Ils glissèrent de ses doigts. Les autres s’empressèrent de saluer respectueusement : « Maître. »

Seul Wen Shi resta silencieux, abaissa le regard et récupéra ses fils.

Cette nuit-là, Wen Shi fit de nouveau ce rêve, qu’il n’avait pas fait depuis longtemps.

Toujours cette ville fantôme, ces montagnes de cadavres et mers de sang emplies de ces pleurs lugubres et omniprésents . Mais les créatures démoniaques étaient devenues floues, comme des silhouettes déformées. Les cris fantomatiques étaient tantôt proches, tantôt lointains, comme des soupirs ou des murmures.

Il se tenait dans une salle vide, entouré d’ombres, les dix doigts enchevêtrés de fils de marionnette. Les fils étaient humides — de sang ou de sueur —, le liquide glissait lentement le long d’eux, gouttait à ses pieds, formant une flaque.

Soudain, il entendit un bruit derrière lui. Il se retourna brusquement, tendant ses fils.

Mais il vit Chen Budao, pieds nus, debout là. Sa robe blanche intérieure tombait négligemment.

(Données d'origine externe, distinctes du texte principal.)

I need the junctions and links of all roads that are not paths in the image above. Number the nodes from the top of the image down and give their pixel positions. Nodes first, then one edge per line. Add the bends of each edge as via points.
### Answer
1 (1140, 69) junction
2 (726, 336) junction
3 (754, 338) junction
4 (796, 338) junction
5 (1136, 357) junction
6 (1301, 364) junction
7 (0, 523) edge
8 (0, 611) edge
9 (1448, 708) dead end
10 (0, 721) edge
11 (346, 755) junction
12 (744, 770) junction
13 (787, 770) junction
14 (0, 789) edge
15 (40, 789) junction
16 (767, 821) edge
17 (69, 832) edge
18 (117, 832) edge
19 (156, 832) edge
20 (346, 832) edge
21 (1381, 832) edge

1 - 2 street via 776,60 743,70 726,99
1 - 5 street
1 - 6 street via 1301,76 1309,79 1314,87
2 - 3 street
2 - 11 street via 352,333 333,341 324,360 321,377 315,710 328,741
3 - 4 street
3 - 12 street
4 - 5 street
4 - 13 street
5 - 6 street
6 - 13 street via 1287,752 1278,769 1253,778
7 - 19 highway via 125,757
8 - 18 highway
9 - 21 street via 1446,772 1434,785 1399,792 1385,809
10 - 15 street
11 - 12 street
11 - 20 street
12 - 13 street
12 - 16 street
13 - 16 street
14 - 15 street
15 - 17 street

Son regard profond descendit de ses paupières à demi closes et se posa sur Wen Shi. Puis il leva la main, effleura un à un les fils tendus, essuyant l’humidité qui s’y trouvait.

Wen Shi fixa les fils sous ses doigts, puis passa sa langue sur ses lèvres sèches.

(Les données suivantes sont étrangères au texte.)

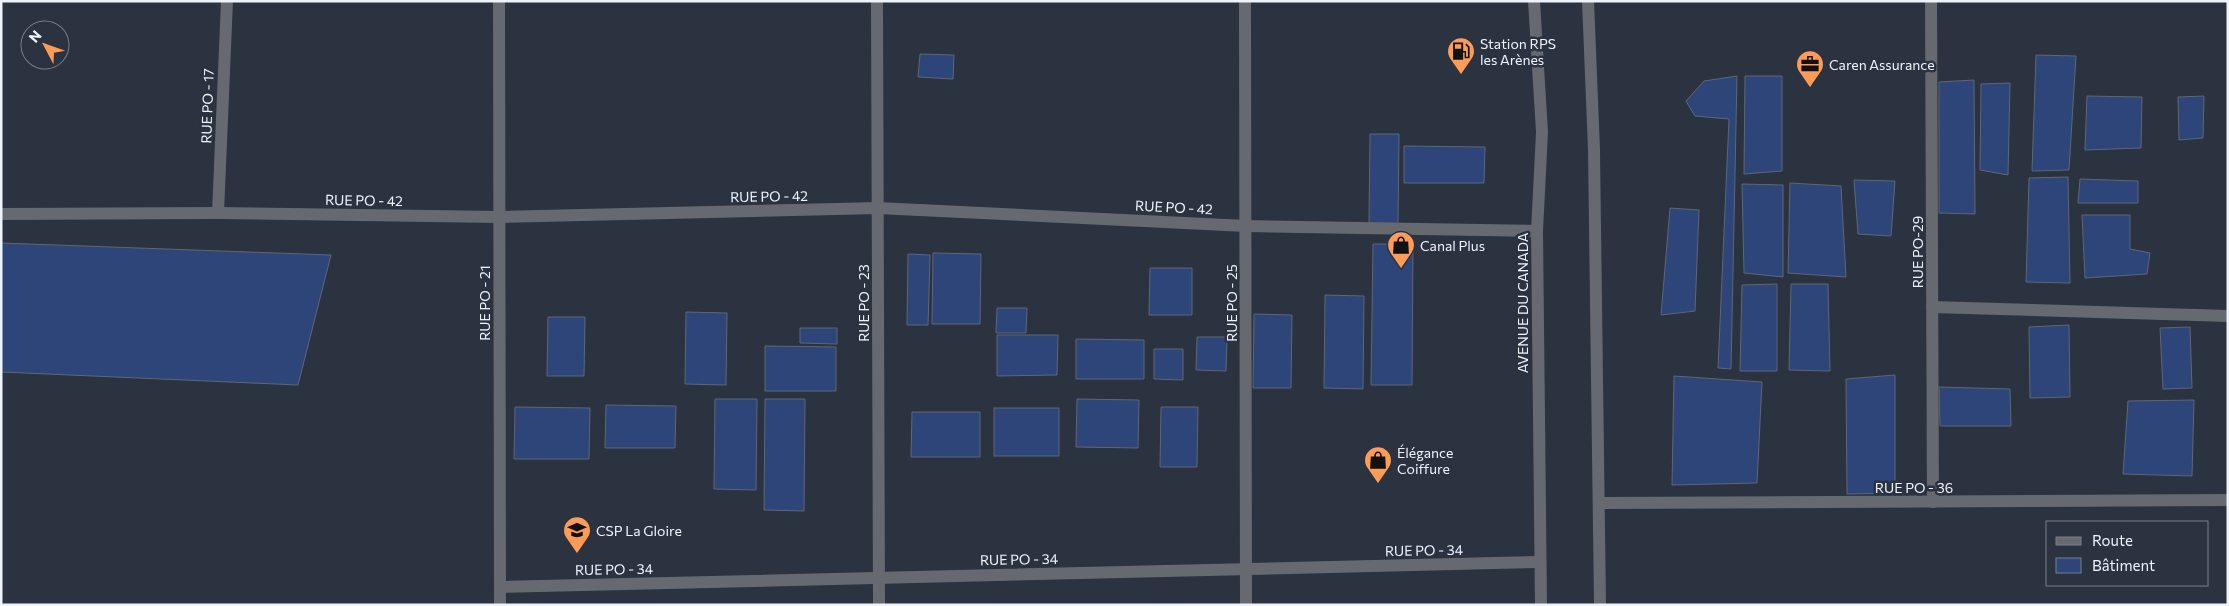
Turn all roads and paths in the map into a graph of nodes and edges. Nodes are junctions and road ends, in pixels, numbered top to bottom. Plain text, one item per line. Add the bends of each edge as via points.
1 (227, 1) edge
2 (499, 1) edge
3 (877, 1) edge
4 (1245, 1) edge
5 (1534, 1) edge
6 (1588, 1) edge
7 (1931, 1) edge
8 (878, 208) junction
9 (218, 213) junction
10 (1, 214) edge
11 (499, 217) junction
12 (1246, 226) junction
13 (1537, 232) junction
14 (1932, 307) junction
15 (2228, 316) edge
16 (2228, 500) edge
17 (1933, 502) junction
18 (1600, 503) junction
19 (1539, 562) junction
20 (1246, 569) junction
21 (879, 578) junction
22 (500, 587) junction
23 (500, 605) edge
24 (880, 605) edge
25 (1246, 605) edge
26 (1541, 605) edge
27 (1600, 605) edge

1 - 9 street, RUE PO - 17
2 - 11 street, RUE PO - 21
3 - 8 street, RUE PO - 23
4 - 12 street, RUE PO - 25
5 - 13 street, AVENUE DU CANADA via 1542,132
6 - 18 street
7 - 14 street, RUE PO-29
8 - 11 street, RUE PO - 42
8 - 12 street, RUE PO - 42
8 - 21 street, RUE PO - 23
9 - 10 street, RUE PO - 42
9 - 11 street, RUE PO - 42
11 - 22 street, RUE PO - 21
12 - 13 street, RUE PO - 42
12 - 20 street, RUE PO - 25
13 - 19 street, AVENUE DU CANADA
14 - 15 street
14 - 17 street, RUE PO-29
16 - 17 street, RUE PO - 36
17 - 18 street, RUE PO - 36
18 - 27 street
19 - 20 street, RUE PO - 34
19 - 26 street, AVENUE DU CANADA
20 - 21 street, RUE PO - 34
20 - 25 street, RUE PO - 25
21 - 22 street, RUE PO - 34
21 - 24 street, RUE PO - 23
22 - 23 street, RUE PO - 21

« Appelle-moi », dit l’autre à voix basse, tenant l’un de ses fils.

Wen Shi ferma les yeux un instant, puis murmura : « Chen Budao. »

Au moment même où il prononça ces mots, il se réveilla en sursaut.

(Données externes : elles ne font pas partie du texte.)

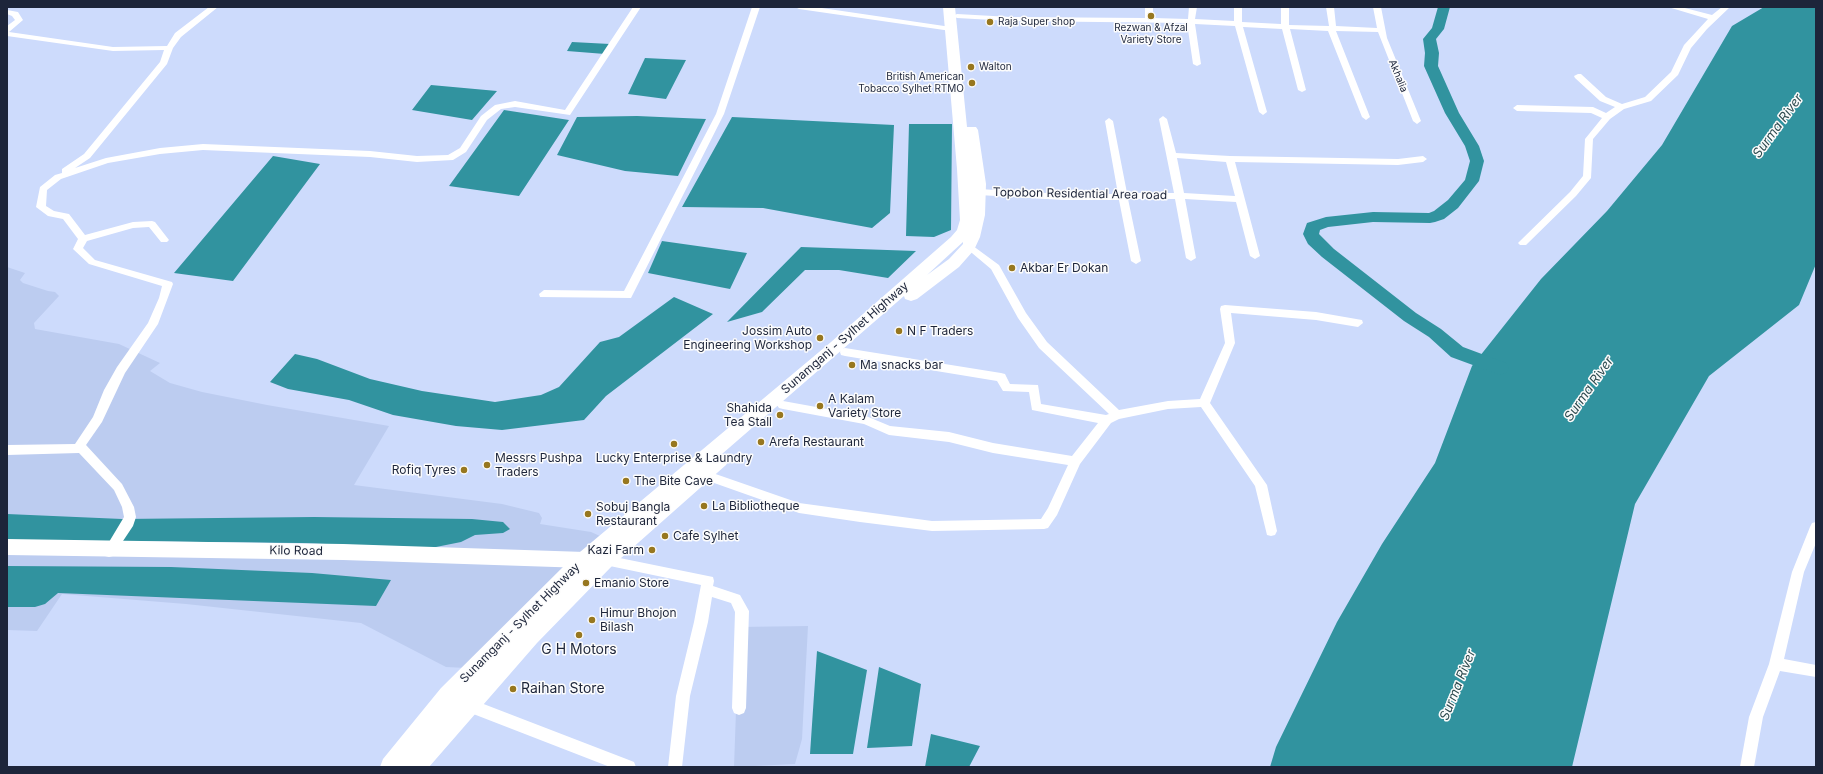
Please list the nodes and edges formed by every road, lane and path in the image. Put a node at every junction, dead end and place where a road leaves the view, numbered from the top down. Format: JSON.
{"nodes":[{"id":1,"x":214,"y":7,"type":"edge"},
{"id":2,"x":637,"y":7,"type":"edge"},
{"id":3,"x":756,"y":7,"type":"edge"},
{"id":4,"x":799,"y":7,"type":"edge"},
{"id":5,"x":1149,"y":7,"type":"edge"},
{"id":6,"x":1193,"y":7,"type":"edge"},
{"id":7,"x":1238,"y":7,"type":"edge"},
{"id":8,"x":1286,"y":7,"type":"edge"},
{"id":9,"x":1330,"y":7,"type":"edge"},
{"id":10,"x":1377,"y":7,"type":"edge"},
{"id":11,"x":1672,"y":7,"type":"edge"},
{"id":12,"x":1726,"y":7,"type":"edge"},
{"id":13,"x":7,"y":12,"type":"edge"},
{"id":14,"x":953,"y":15,"type":"edge"},
{"id":15,"x":1714,"y":18,"type":"junction"},
{"id":16,"x":1149,"y":20,"type":"junction"},
{"id":17,"x":1191,"y":21,"type":"junction"},
{"id":18,"x":1238,"y":24,"type":"junction"},
{"id":19,"x":1286,"y":27,"type":"junction"},
{"id":20,"x":1331,"y":29,"type":"junction"},
{"id":21,"x":7,"y":30,"type":"edge"},
{"id":22,"x":1382,"y":30,"type":"junction"},
{"id":23,"x":7,"y":34,"type":"edge"},
{"id":24,"x":169,"y":48,"type":"junction"},
{"id":25,"x":1197,"y":64,"type":"dead end"},
{"id":26,"x":1578,"y":76,"type":"dead end"},
{"id":27,"x":1302,"y":90,"type":"dead end"},
{"id":28,"x":1621,"y":107,"type":"junction"},
{"id":29,"x":1517,"y":108,"type":"dead end"},
{"id":30,"x":1263,"y":112,"type":"dead end"},
{"id":31,"x":1366,"y":117,"type":"dead end"},
{"id":32,"x":1607,"y":117,"type":"junction"},
{"id":33,"x":1163,"y":119,"type":"dead end"},
{"id":34,"x":1109,"y":121,"type":"dead end"},
{"id":35,"x":1417,"y":121,"type":"dead end"},
{"id":36,"x":1172,"y":155,"type":"junction"},
{"id":37,"x":1230,"y":159,"type":"junction"},
{"id":38,"x":1423,"y":159,"type":"dead end"},
{"id":39,"x":58,"y":177,"type":"junction"},
{"id":40,"x":979,"y":192,"type":"junction"},
{"id":41,"x":1123,"y":195,"type":"junction"},
{"id":42,"x":1180,"y":196,"type":"junction"},
{"id":43,"x":1240,"y":199,"type":"junction"},
{"id":44,"x":83,"y":239,"type":"junction"},
{"id":45,"x":164,"y":240,"type":"dead end"},
{"id":46,"x":1523,"y":243,"type":"dead end"},
{"id":47,"x":969,"y":246,"type":"junction"},
{"id":48,"x":1256,"y":256,"type":"dead end"},
{"id":49,"x":1191,"y":258,"type":"dead end"},
{"id":50,"x":1136,"y":261,"type":"dead end"},
{"id":51,"x":544,"y":294,"type":"dead end"},
{"id":52,"x":1358,"y":323,"type":"dead end"},
{"id":53,"x":844,"y":352,"type":"junction"},
{"id":54,"x":1204,"y":403,"type":"junction"},
{"id":55,"x":783,"y":405,"type":"junction"},
{"id":56,"x":1112,"y":418,"type":"junction"},
{"id":57,"x":78,"y":448,"type":"junction"},
{"id":58,"x":7,"y":450,"type":"edge"},
{"id":59,"x":1075,"y":462,"type":"junction"},
{"id":60,"x":704,"y":475,"type":"junction"},
{"id":61,"x":1816,"y":527,"type":"edge"},
{"id":62,"x":1271,"y":531,"type":"dead end"},
{"id":63,"x":7,"y":547,"type":"edge"},
{"id":64,"x":109,"y":552,"type":"junction"},
{"id":65,"x":7,"y":555,"type":"edge"},
{"id":66,"x":605,"y":560,"type":"junction"},
{"id":67,"x":580,"y":564,"type":"junction"},
{"id":68,"x":707,"y":590,"type":"junction"},
{"id":69,"x":1776,"y":664,"type":"junction"},
{"id":70,"x":1816,"y":671,"type":"edge"},
{"id":71,"x":468,"y":705,"type":"junction"},
{"id":72,"x":739,"y":708,"type":"dead end"},
{"id":73,"x":390,"y":767,"type":"edge"},
{"id":74,"x":415,"y":767,"type":"edge"},
{"id":75,"x":629,"y":767,"type":"edge"},
{"id":76,"x":675,"y":767,"type":"edge"},
{"id":77,"x":1747,"y":767,"type":"edge"}],
"edges":[{"from":1,"to":24,"type":"street"},
{"from":2,"to":39,"type":"street"},
{"from":3,"to":51,"type":"street"},
{"from":4,"to":14,"type":"street"},
{"from":5,"to":16,"type":"street"},
{"from":6,"to":17,"type":"street"},
{"from":7,"to":18,"type":"street"},
{"from":8,"to":19,"type":"street"},
{"from":9,"to":20,"type":"street"},
{"from":10,"to":22,"type":"street","name":"Akhalia"},
{"from":11,"to":15,"type":"street"},
{"from":12,"to":15,"type":"street"},
{"from":13,"to":21,"type":"street"},
{"from":14,"to":16,"type":"street"},
{"from":14,"to":40,"type":"main road","name":"Sunamganj - Sylhet Highway"},
{"from":14,"to":67,"type":"main road","name":"Sunamganj - Sylhet Highway"},
{"from":15,"to":28,"type":"street"},
{"from":16,"to":17,"type":"street"},
{"from":17,"to":18,"type":"street"},
{"from":17,"to":25,"type":"street"},
{"from":18,"to":19,"type":"street"},
{"from":18,"to":30,"type":"street"},
{"from":19,"to":20,"type":"street"},
{"from":19,"to":27,"type":"street"},
{"from":20,"to":22,"type":"street"},
{"from":20,"to":31,"type":"street"},
{"from":22,"to":35,"type":"street","name":"Akhalia"},
{"from":23,"to":24,"type":"street"},
{"from":24,"to":39,"type":"street"},
{"from":26,"to":28,"type":"street"},
{"from":28,"to":32,"type":"street"},
{"from":29,"to":32,"type":"street"},
{"from":32,"to":46,"type":"street"},
{"from":33,"to":36,"type":"street","name":"Topobon Residential Area road"},
{"from":34,"to":41,"type":"street"},
{"from":36,"to":37,"type":"street"},
{"from":36,"to":42,"type":"street","name":"Topobon Residential Area road"},
{"from":37,"to":38,"type":"street"},
{"from":37,"to":43,"type":"street"},
{"from":39,"to":44,"type":"street"},
{"from":40,"to":41,"type":"street","name":"Topobon Residential Area road"},
{"from":40,"to":47,"type":"main road","name":"Sunamganj - Sylhet Highway"},
{"from":41,"to":42,"type":"street","name":"Topobon Residential Area road"},
{"from":41,"to":50,"type":"street"},
{"from":42,"to":43,"type":"street","name":"Topobon Residential Area road"},
{"from":42,"to":49,"type":"street","name":"Topobon Residential Area road"},
{"from":43,"to":48,"type":"street"},
{"from":44,"to":45,"type":"street"},
{"from":44,"to":57,"type":"street"},
{"from":47,"to":53,"type":"main road","name":"Sunamganj - Sylhet Highway"},
{"from":47,"to":56,"type":"street"},
{"from":52,"to":54,"type":"street"},
{"from":53,"to":55,"type":"main road","name":"Sunamganj - Sylhet Highway"},
{"from":53,"to":56,"type":"street"},
{"from":54,"to":56,"type":"street"},
{"from":54,"to":62,"type":"street"},
{"from":55,"to":59,"type":"street"},
{"from":55,"to":60,"type":"main road","name":"Sunamganj - Sylhet Highway"},
{"from":56,"to":59,"type":"street"},
{"from":57,"to":58,"type":"street"},
{"from":57,"to":64,"type":"street"},
{"from":59,"to":60,"type":"street"},
{"from":60,"to":66,"type":"main road","name":"Sunamganj - Sylhet Highway"},
{"from":61,"to":69,"type":"street"},
{"from":63,"to":64,"type":"street","name":"Kilo Road"},
{"from":64,"to":65,"type":"street","name":"Kilo Road"},
{"from":64,"to":67,"type":"street","name":"Kilo Road"},
{"from":66,"to":68,"type":"street"},
{"from":66,"to":71,"type":"main road","name":"Sunamganj - Sylhet Highway"},
{"from":67,"to":73,"type":"main road","name":"Sunamganj - Sylhet Highway"},
{"from":68,"to":72,"type":"street"},
{"from":68,"to":76,"type":"street"},
{"from":69,"to":70,"type":"street"},
{"from":69,"to":77,"type":"street"},
{"from":71,"to":74,"type":"main road","name":"Sunamganj - Sylhet Highway"},
{"from":71,"to":75,"type":"street"}]}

Les fils encore attachés à ses doigts partirent instinctivement, renversant le perchoir de Lao Mao dans un bruit métallique.

Assis sur sa couche, les sourcils froncés, le corps tendu, il portait cette tenue blanche légèrement désordonnée, la même que dans son rêve, imprégnée d’une sueur apparue on ne savait quand.

Dehors, la pluie s’était mise à tomber. Le bruit de l’eau, glissant le long des avant-toits, produisait un son continu humide et ambigu.

Wen Shi pinça les lèvres, son profil pâle éclairé par la lumière, reprenant lentement son souffle.

Soudain, on frappa doucement à la porte — deux coups.

La porte s’entrouvrit.

Wen Shi leva la tête et vit Chen Budao, tenant une lampe à la main. Dans ses yeux brillait la lueur de la flamme, et sa voix, légèrement rauque de sommeil, demanda : « Que se passe-t-il ? »

Wen Shi le regarda, sans répondre.

Au-dehors, un grondement sourd de tonnerre retentit, faisant sursauter les insectes de la montagne.

Le regard de Chen Budao s’abaissa légèrement vers ses mains.

Wen Shi baissa les yeux à son tour — ses mains étaient entourées de brume noire, chargées de liens terrestres : l’amour, la haine, la joie, la tristesse — les sept émotions et les six désirs de ce monde (NT : ensemble des passions humaines fondamentales).